Tomorrow is the anniversary of getting my biopsy results. Meanwhile:
• To this point I haven’t cried at all. I’m really so relieved that I’m not headed for chemo. I’m going to have a rough couple of months and then I’ll be “good as new”.
• I haven’t really acknowledged the fact that once you have cancer, you kind of always have it. Anyone who knows anything about cancer understands what a complicated and unspecific statement that is. My boyfriend made a comment about “always” having cancer, and I didn’t like that very much. For the moment I brushed that aside. For the time being, I was still going on the “then I’ll be good as new” sentiment above. I wasn’t really ready to digest anything bigger. Considering how little I knew about cancer at this point, it’s kind of funny that I conveniently became even MORE ignorant about it (as in: “What do you mean ‘I will always have it’? You mean they don’t just give me the treatment and then I’m ‘cured’?).
• I’ve got friends trying in all sorts of ways to help me with my decisions about what to do and where to do it. It’s a complicated issue for me. I want to be home. I’d like to be with my family, but my dad is in NC where I grew up. That’s it. I have one sister in New Mexico and one in Georgia. My best friend is in NYC. No matter where I go in the US, I only have one “family” person to support me in any given city. Everyone else will have to travel to see me anyhow. So in that sense, what’s the difference between being here in Europe or in the US? And of course, my bf Del was here in Brussels. I didn’t want to leave him when I didn’t even know for sure how long it would require us to be apart. In fact, more of my friends were concentrated here in Brussels than anywhere else. But the complications of getting serious medical treatment in a foreign country? It was mind boggling.

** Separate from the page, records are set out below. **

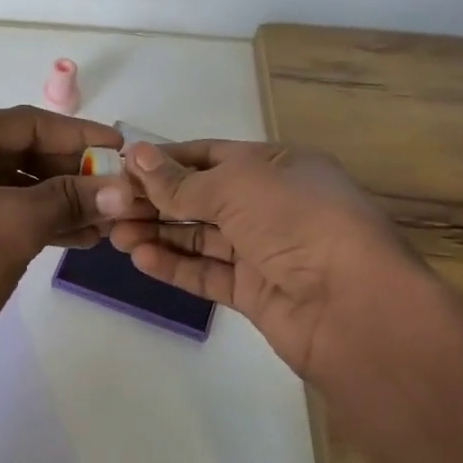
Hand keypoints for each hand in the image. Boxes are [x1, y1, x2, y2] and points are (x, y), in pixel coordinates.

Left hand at [0, 106, 150, 357]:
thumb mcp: (16, 224)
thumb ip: (71, 199)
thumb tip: (124, 190)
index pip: (27, 124)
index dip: (79, 136)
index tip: (123, 149)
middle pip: (21, 152)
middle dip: (72, 174)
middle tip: (120, 190)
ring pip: (15, 186)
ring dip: (61, 202)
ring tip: (108, 220)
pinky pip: (2, 212)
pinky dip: (38, 222)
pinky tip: (78, 237)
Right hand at [103, 140, 428, 381]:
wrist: (354, 306)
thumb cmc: (299, 222)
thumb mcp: (237, 186)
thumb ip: (182, 180)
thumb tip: (136, 155)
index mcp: (278, 166)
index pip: (211, 155)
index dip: (166, 160)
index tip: (121, 167)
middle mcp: (272, 205)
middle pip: (202, 198)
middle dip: (156, 200)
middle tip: (109, 206)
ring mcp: (265, 251)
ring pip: (202, 238)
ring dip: (159, 233)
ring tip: (115, 234)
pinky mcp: (256, 293)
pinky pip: (208, 274)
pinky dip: (176, 265)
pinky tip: (141, 258)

• Every time I thought I had made up my mind, someone or something made me lean the other way. I was really confident in my oncologist here, and my family and I had no idea how to arrange for me to see the right people at a hospital at home in good time. My dear friend Wendy has a sister that works at a hospital in NYC who said she could get me in there. I went crazy with stress trying to scan my medical records to her for the doc’s to look at over the weekend, etc etc. It just didn’t work out and in the end I had to take a deep breath and let it go. I realized that the real stress was in not having a decision. I needed to just trust my instincts and pick something, against all external pressures. Everyone seemed to have an idea I felt obligated to follow-up on or be interested in (not just to properly acknowledge them but because what if they were right and had the best answer?). I felt so much better when I let all that go. In the end, when I told Wendy that I wasn’t going to pursue the NYC option, she informed me that her sister’s colleagues had asked her where I was, and when she replied “Belgium”, the NYC doctors actually advised that I stay where I was. “Belgium’s a great place to be medically speaking, particularly for breast cancer.” As much as I had made my mind up, that sure was a relief to hear. (Because, really, it wasn’t “made up” of course. I was just trying to stop oscillating for the sake of my sanity.)
You see, there is a sort of pressure when trying to make such an important decision, and it doesn’t only involve yourself, silly as that is. In the beginning, everybody that you are really close to seems to “own” your cancer just a bit. (At least it felt that way.) This was where the pressure to accept and acknowledge everyone’s opinions came from. It took a while to assert in my own mind that it was mine all mine and I could do whatever I wanted and I didn’t have to explain to anyone what or why. Everyone trying to help by giving opinions and suggestions, and that’s what you want. But unfortunately, those opinions and suggestions don’t all agree with each other and none is usually more informed than another. And there is the feeling that you have to defend whatever you decide as the “right” decision to all the people that are investing themselves trying to help. So there was such a feeling that I was “off the hook” when the NYC doctors gave the nod to the idea of staying here. What people (and even you yourself) don’t quite understand until you’re in the situation is, you don’t WANT options just at this moment. What you want is your doctor to say “this is what you need to do.” So far, that hadn’t happened.